Estoy consciente que algún día voy a dejar VW, tal vez la otra semana o tal vez dentro de 25 años, es posible que bajo mis propios términos o por conveniencia de la Empresa, eso no lo sé, pero sí sé que ese día irremediablemente va a llegar, ¿Tendré el suficiente temple para decir “Adiós”?

Cuestiono sobre mí, porque sé que la gran mayoría me va a decir “Seguimos en contacto”, “Nos escribimos”, “Luego vamos a echarnos un café” y sé que casi todas son sólo bonitas palabras, sin una auténtica intención que las respalde, y por eso ya no las digo a los que se despiden, a menos que en verdad tenga la intención de volverlos a ver.

Ya pasé por algo así en mi primer trabajo, al cual renuncié hace 16 añosy luego entré a Volkswagen. Ilusamente creí que iba a mantener el contacto con todos con los que tan bien me llevaba y, a las pocas semanas, me di cuenta de mi error.

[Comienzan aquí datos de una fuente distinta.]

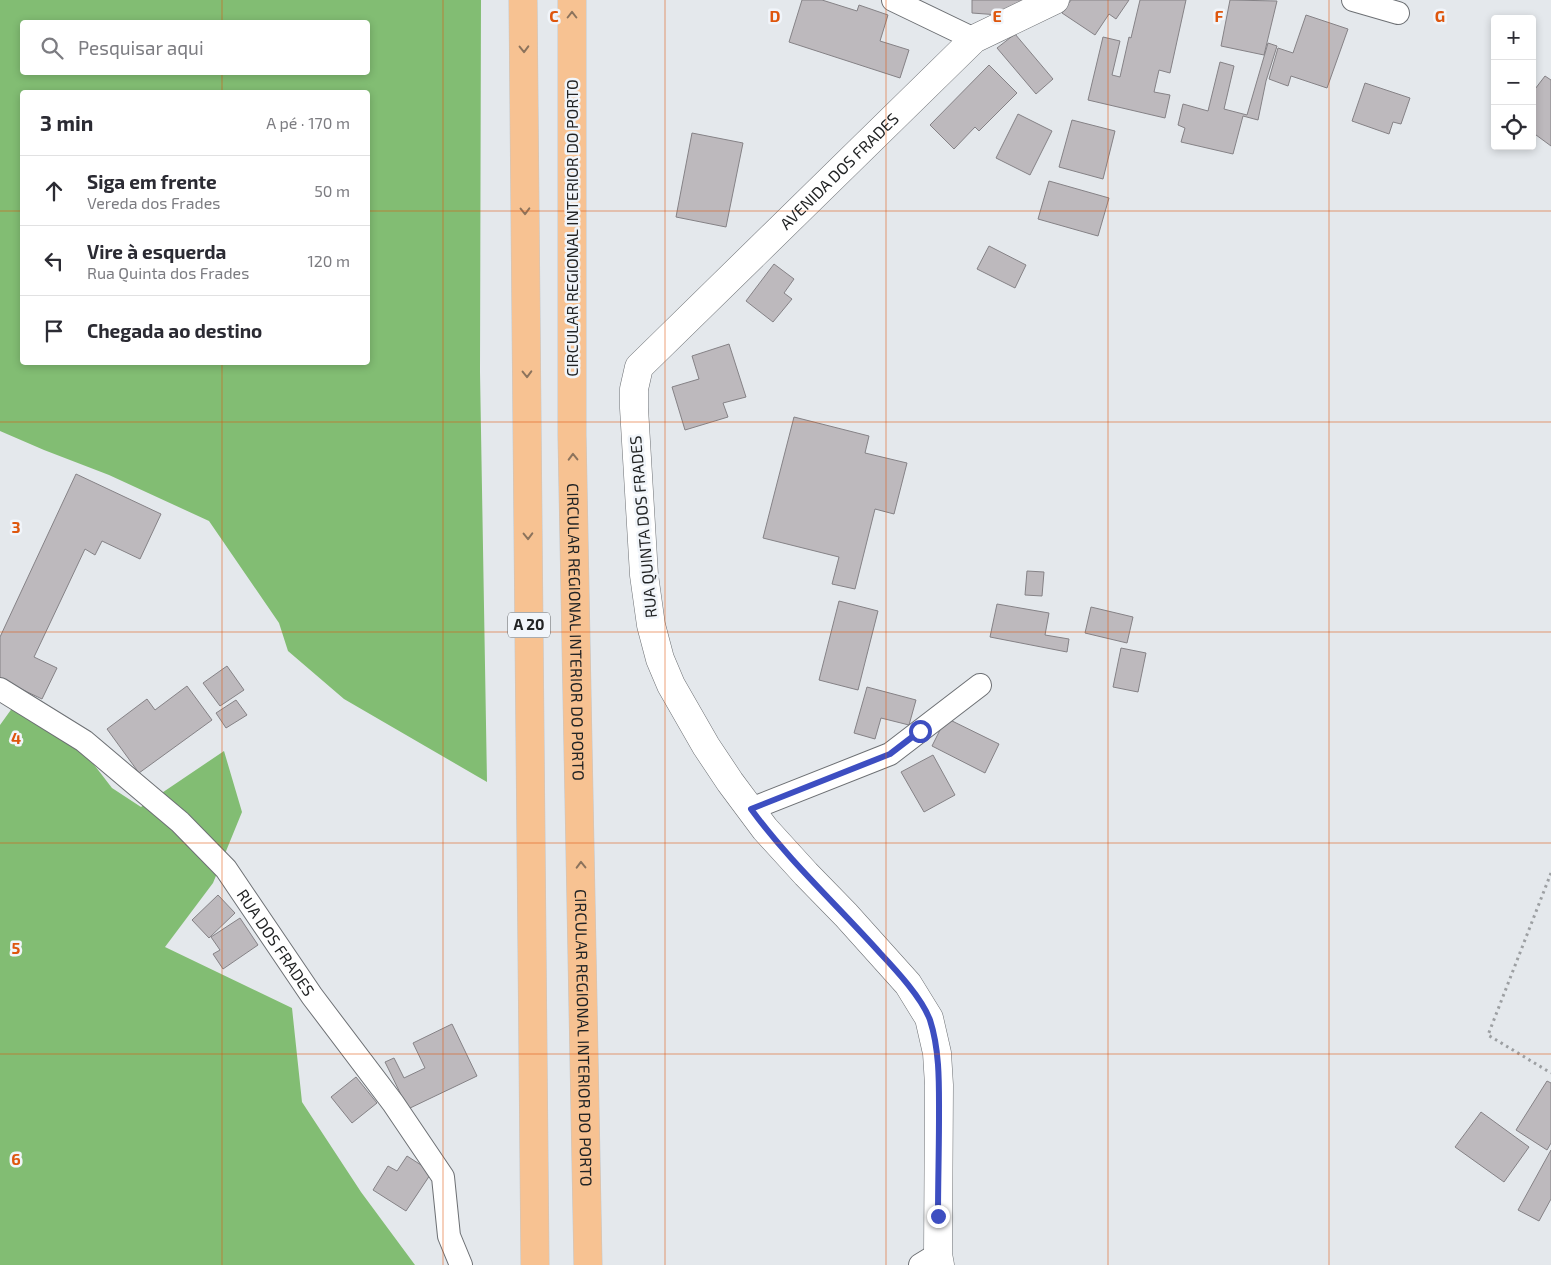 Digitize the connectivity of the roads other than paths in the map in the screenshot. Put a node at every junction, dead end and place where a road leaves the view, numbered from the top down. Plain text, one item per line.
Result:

Por eso estoy muy consciente de lo que va a pasar el día que deje VW pero, hasta que llegue ese día, ya veremos cómo reacciono.
            

            Vida Académica

            Algo que me encabrona es dejar pendientes, tal vez por ello me gusta tener los círculos bien cerraditos, que no haya quedado nada al aire o sin definir. Gracias a esa tendencia es que, cada vez que salía de una escuela (desde Kinder hasta Maestría) jamás regresé a ninguna.

            ¿Acaso me fui enojado? Para nada, ni siquiera en Secundaria en donde sufrí un Bullying inmisericorde. En realidad no volví porque ya no tenía nada a qué regresar, “para agradecer a tus maestros” habrá quien diga, eso lo hice en cuanto me fui y desde un poco antes. ¿Para revivir recuerdos? ¡Nah! Mejor disfruto de la etapa actual que revivir hechos que ya no volverán a ser.

Al final en esos lugares, se supone, te preparan para avanzar a la siguiente etapa, así que creo que mis profesores estarán más felices de verme evolucionar en lugar de regresar a recordar viejas alegrías. Nunca hay que decir nunca pero dudo regresar a dichas instituciones de mi pasado.

Salsa

            En el caso de la Rumba Mía, la situación es un poquito diferente a las escuelas académicas, ¿por qué? Porque a ese lugar iba por gusto, por hobby y, al inicio, por pasión.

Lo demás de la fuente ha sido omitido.